Overview
- Status: Portions still operating under successor company
- Owner: Seaboard Air Line Railroad
- Termini: Hialeah, Florida; Homestead, Florida;

History
- Opened: 1927

Technical
- Track gauge: 1,435 mm (4 ft 8+1⁄2 in) standard gauge
- Electrification: No
- Signalling: None

= Homestead Subdivision =

Railroad in South Florida

The Homestead Subdivision is a CSX railroad line in South Florida. Running from a junction with the South Florida Rail Corridor in Hialeah near Miami International Airport south to Homestead, the line is the southernmost railroad line in the continental United States. The Homestead Subdivision was built in 1927 by the Seaboard Air Line Railroad.

==Route description==
The Homestead Subdivision begins just east of Miami International Airport. It branches off the South Florida Rail Corridor (which primarily serves Tri-Rail commuter trains) just south of the Miami Canal. From here, it quickly turns south, running along the Tamiami Canal to the south side of the airport. It then turns west along the south side of the airport, paralleling Runway 9/27 before coming to Oleander Junction.

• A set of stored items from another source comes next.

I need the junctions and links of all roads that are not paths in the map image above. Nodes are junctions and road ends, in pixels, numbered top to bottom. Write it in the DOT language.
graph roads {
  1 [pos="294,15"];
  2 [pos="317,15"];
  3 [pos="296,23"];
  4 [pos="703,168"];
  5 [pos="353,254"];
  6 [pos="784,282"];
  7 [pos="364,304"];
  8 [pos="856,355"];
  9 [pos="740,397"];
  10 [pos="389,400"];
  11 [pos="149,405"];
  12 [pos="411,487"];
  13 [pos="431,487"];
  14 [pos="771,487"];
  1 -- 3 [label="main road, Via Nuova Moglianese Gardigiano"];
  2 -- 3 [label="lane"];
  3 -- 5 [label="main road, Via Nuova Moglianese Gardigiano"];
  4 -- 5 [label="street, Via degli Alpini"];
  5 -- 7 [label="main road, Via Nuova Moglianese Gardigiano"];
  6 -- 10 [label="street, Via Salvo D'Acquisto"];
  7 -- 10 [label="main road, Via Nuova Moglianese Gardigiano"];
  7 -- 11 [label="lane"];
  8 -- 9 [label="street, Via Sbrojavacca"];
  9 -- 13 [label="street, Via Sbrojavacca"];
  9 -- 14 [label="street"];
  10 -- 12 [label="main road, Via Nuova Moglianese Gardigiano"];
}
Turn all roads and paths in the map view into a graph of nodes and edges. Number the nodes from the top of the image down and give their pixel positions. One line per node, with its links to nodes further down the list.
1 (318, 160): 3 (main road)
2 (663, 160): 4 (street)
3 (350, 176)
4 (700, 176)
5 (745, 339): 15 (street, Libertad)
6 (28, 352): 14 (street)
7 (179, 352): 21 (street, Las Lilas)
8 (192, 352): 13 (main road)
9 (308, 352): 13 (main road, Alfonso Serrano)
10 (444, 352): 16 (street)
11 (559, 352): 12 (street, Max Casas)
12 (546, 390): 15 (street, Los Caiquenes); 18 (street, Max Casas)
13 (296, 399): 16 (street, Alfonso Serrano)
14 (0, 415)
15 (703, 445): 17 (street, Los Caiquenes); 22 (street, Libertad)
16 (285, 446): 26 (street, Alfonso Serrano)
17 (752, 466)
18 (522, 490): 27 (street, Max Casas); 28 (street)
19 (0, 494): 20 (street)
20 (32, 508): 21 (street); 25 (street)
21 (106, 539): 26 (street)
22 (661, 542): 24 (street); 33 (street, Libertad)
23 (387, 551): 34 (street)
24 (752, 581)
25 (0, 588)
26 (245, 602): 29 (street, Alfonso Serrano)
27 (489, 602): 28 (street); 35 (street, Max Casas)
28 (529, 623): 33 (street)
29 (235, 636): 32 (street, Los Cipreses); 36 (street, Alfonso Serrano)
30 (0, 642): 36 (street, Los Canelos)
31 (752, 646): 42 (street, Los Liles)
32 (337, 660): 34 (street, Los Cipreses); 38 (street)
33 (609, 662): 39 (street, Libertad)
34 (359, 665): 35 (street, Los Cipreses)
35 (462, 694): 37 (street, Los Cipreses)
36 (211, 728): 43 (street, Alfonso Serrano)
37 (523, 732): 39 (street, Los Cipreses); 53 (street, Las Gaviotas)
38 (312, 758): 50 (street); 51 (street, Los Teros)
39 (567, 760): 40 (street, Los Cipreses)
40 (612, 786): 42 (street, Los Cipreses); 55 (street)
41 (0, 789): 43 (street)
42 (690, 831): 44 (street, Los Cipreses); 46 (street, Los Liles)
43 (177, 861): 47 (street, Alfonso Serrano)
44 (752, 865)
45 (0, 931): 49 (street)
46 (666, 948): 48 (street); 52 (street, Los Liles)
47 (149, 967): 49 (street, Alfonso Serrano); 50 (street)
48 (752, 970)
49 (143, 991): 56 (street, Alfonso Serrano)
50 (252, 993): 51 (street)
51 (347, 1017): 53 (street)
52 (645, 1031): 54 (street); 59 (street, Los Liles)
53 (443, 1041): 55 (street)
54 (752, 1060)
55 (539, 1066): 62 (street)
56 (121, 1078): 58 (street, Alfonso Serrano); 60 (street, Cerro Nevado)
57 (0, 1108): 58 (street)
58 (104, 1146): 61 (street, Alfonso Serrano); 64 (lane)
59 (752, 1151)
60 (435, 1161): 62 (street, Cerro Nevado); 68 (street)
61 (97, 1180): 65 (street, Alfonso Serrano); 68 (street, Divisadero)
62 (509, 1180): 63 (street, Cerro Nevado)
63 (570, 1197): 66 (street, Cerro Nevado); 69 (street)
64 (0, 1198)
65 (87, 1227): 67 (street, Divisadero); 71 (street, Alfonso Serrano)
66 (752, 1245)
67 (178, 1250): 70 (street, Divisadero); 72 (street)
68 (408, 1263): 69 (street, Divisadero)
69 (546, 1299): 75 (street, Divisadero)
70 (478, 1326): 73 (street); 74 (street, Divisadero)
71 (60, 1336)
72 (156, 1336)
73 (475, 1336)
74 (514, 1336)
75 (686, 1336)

At Oleander Junction, the Homestead Subdivision turns south while the Lehigh Spur continues west to Doral and Sweetwater. The south end of the Florida East Coast Railway’s Little River Branch also connects to the Homestead Subdivision at Oleander Junction.

Continuing south from Oleander Junction, the Homestead Subdivision continues south through Coral Terrace before turning southwest through Glenvar Heights. From Glenvar Heights southwest through Kendall, the Homestead Subdivision runs directly beside the Don Shula Expressway. Just southwest of Kendall, the line comes to a point historically known as Sterling. At Sterling Junction, the GPC Spur branches off the line and heads west to Cemex’s Krome Quarry on Krome Avenue.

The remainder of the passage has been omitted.